Many medications have potential uses beyond what is detailed in the prescribing information. Antidepressants can relieve pain, while pain medications may help with depression. Opioids were once thought to effectively treat depression, but this perspective has changed with a greater understanding of their risks, including misuse.126-131 Pain is a severe and often unbearable AE of cancer. Of 2113 patients, 92% received opioids; 34% received both opioids and antidepressants; 2% received only antidepressants; and 7% received neither. This study didn’t clarify whether those on opioids alone recognized their depression or if those on both were aware of their dependence. While SSRIs are generally not addictive, they can lead to physical dependence, and any medication can be abused if not managed properly.132-134

Conclusions

This retrospective study analyzes data from antineoplastic agents used in systemic cancer treatment between 1988 and 2023, with a particular focus on the use of antidepressants. Data on antidepressant prescriptions are incomplete and specific to these agents, which means the findings cannot be generalized to all antidepressants. Hence, the results indicate that patients taking antidepressants had more diagnosed health issues and received more medications compared to patients who were not on these drugs.

This study underscores the need for further research into the effects of antidepressants on cancer treatment, utilizing all data from the DoD Cancer Registry.
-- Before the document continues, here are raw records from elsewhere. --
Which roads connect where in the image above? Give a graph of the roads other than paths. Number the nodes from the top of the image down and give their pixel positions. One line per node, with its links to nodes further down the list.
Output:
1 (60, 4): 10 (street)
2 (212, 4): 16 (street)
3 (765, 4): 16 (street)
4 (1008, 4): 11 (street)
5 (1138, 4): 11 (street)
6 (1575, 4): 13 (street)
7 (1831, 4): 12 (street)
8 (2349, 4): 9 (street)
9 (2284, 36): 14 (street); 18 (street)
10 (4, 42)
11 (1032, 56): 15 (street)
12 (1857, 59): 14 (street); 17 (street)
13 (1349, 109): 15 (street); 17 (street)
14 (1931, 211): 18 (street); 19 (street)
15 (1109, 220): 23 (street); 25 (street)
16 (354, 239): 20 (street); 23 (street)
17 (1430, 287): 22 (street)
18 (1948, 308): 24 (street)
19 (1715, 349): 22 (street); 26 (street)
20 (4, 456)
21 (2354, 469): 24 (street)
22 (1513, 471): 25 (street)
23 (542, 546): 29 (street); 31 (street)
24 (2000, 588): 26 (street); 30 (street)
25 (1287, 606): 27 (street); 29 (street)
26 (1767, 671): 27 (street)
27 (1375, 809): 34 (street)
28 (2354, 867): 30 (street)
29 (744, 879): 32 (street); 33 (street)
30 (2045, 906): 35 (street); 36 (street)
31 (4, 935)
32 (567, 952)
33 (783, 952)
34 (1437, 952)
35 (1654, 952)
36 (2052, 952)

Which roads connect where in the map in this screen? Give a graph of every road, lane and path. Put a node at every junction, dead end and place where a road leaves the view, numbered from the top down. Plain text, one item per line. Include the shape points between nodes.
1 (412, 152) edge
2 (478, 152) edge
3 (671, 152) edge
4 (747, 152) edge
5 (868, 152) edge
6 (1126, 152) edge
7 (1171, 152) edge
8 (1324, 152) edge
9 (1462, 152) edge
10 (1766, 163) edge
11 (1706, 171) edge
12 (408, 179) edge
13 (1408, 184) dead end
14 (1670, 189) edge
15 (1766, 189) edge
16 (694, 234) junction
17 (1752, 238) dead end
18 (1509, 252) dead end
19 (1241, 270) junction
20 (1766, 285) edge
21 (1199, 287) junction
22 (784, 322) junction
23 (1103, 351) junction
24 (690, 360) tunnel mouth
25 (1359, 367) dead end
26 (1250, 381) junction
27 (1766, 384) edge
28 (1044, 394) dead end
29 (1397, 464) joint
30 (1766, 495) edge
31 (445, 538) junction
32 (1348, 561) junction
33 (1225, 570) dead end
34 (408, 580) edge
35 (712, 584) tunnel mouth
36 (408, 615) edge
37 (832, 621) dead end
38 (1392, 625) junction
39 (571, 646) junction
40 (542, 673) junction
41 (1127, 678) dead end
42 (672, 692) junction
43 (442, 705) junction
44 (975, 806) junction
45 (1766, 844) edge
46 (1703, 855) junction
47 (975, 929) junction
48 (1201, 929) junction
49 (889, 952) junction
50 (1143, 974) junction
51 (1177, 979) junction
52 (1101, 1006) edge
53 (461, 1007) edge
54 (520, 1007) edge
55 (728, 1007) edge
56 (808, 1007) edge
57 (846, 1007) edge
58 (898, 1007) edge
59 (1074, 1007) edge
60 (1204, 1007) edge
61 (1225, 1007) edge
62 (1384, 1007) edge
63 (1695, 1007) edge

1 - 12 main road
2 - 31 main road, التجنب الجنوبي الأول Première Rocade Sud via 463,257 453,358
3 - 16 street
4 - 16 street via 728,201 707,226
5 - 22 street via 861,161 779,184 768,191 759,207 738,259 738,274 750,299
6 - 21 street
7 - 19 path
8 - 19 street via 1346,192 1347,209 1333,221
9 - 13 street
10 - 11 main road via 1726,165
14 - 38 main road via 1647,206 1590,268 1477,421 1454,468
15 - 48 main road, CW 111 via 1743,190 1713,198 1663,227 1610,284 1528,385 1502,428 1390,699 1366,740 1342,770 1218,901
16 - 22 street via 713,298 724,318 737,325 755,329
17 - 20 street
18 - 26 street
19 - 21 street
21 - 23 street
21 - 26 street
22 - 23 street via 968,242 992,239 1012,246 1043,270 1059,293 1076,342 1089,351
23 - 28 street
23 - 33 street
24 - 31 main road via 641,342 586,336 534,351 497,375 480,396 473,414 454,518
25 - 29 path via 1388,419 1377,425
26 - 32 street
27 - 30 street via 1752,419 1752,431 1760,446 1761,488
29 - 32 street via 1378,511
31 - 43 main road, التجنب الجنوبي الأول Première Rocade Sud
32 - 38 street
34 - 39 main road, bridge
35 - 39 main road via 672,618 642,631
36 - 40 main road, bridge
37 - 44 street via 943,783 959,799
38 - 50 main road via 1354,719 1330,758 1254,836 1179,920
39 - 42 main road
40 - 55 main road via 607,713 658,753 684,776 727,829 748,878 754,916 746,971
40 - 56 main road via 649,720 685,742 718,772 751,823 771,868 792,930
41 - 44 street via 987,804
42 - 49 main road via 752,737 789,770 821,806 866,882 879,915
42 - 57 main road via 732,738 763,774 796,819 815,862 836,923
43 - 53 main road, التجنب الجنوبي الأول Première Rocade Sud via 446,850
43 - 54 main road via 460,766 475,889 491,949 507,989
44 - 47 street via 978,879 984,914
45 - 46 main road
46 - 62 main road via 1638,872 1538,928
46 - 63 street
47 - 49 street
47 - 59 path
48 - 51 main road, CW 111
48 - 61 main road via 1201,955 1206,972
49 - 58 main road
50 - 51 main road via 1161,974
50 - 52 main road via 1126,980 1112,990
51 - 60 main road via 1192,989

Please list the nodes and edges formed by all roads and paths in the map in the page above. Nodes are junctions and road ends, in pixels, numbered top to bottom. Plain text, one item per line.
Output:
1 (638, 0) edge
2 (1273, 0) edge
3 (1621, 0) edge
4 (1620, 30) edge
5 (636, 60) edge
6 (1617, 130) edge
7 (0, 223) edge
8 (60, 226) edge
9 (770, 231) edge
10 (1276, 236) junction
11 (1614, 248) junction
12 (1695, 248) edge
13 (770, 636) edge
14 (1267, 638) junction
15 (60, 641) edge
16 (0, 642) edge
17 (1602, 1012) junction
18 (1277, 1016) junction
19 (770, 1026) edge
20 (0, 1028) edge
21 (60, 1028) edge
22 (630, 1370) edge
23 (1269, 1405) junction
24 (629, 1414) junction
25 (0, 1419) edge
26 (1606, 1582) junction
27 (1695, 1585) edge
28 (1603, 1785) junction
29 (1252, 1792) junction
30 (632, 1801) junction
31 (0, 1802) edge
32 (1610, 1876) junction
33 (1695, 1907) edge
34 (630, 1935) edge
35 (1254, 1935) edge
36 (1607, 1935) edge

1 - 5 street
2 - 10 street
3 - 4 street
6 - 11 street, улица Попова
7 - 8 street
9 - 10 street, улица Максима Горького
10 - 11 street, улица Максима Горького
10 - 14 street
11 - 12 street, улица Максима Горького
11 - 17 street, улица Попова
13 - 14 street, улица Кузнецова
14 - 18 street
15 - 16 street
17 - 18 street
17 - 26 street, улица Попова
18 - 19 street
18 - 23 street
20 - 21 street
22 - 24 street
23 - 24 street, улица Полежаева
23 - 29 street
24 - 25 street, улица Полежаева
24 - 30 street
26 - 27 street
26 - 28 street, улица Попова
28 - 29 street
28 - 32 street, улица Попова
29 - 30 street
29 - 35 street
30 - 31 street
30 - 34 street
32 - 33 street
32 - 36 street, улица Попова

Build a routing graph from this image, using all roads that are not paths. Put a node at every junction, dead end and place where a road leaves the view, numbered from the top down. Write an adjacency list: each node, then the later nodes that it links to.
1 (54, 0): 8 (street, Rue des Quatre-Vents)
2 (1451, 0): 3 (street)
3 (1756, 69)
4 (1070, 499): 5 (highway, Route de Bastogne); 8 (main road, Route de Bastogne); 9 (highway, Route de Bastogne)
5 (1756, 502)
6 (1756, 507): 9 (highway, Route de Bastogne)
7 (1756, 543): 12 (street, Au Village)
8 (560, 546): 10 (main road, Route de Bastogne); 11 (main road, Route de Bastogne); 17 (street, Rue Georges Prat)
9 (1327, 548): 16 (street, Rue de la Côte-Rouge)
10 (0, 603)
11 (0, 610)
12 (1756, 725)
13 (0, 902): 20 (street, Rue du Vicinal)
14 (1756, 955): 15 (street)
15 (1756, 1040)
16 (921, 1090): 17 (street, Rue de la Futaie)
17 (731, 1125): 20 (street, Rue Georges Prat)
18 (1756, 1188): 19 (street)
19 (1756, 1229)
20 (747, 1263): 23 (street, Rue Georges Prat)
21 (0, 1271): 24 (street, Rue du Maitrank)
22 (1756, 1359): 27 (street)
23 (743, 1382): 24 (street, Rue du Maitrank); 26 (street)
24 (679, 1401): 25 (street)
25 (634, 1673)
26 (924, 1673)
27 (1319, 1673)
Future research should explore DDIs between antidepressants and other cancer and noncancer medications, as this study did not assess AE documentation, unlike in studies involving erlotinib, gefitinib, and paclitaxel.78,79 Further investigation is needed to evaluate the impact of discontinuing antidepressant use during cancer treatment. This comprehensive overview provides insights for clinicians to help them make informed decisions regarding the prescription of antidepressants in the context of cancer treatment.